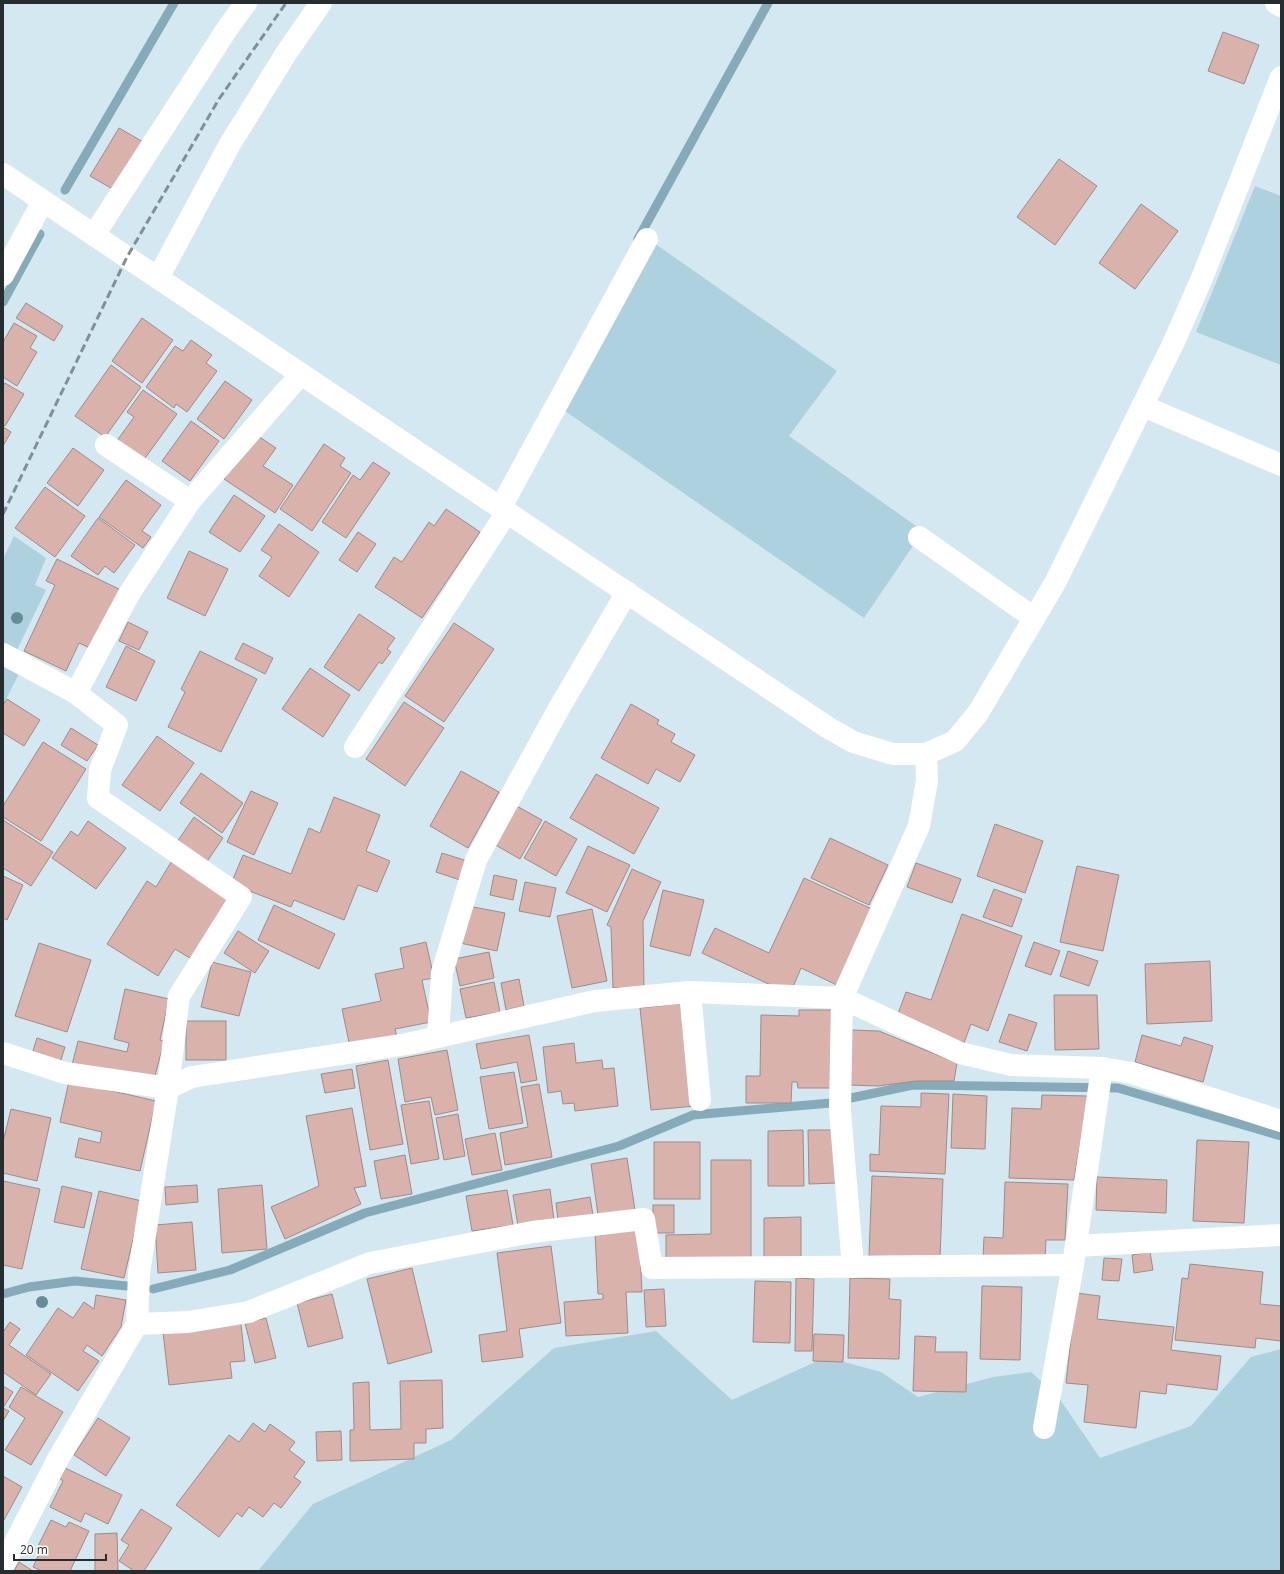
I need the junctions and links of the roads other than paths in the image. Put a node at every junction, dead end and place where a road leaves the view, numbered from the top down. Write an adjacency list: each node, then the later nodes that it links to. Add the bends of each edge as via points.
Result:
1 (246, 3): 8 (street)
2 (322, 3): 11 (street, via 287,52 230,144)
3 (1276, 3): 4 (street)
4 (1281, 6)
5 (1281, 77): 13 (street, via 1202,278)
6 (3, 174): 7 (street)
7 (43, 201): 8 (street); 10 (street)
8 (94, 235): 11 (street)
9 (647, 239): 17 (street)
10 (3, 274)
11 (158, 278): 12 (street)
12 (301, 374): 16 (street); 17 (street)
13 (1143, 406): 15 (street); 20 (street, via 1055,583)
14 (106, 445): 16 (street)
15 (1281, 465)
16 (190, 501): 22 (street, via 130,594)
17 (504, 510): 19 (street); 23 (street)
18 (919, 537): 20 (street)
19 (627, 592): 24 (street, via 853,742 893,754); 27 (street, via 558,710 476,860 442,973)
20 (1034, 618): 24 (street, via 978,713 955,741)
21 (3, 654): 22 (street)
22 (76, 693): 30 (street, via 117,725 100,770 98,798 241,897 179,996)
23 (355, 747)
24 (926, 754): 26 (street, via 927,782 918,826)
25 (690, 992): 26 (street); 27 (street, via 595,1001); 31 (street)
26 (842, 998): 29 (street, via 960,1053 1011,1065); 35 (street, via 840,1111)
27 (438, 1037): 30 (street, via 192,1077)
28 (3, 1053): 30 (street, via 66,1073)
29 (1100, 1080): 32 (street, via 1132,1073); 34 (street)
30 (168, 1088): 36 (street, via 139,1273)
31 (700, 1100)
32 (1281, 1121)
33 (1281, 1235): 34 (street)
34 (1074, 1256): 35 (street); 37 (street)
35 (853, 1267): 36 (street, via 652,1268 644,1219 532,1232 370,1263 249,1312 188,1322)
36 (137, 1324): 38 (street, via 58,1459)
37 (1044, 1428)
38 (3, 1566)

--

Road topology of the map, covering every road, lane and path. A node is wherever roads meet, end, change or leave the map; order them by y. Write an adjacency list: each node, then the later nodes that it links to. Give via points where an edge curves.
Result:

> **Task instructions**
Check each line above for the string "later" and copy those that have it.

> **Written solution**
I need the junctions and links of the roads other than paths in the image. Put a node at every junction, dead end and place where a road leaves the view, numbered from the top down. Write an adjacency list: each node, then the later nodes that it links to. Add the bends of each edge as via points.
Road topology of the map, covering every road, lane and path. A node is wherever roads meet, end, change or leave the map; order them by y. Write an adjacency list: each node, then the later nodes that it links to. Give via points where an edge curves.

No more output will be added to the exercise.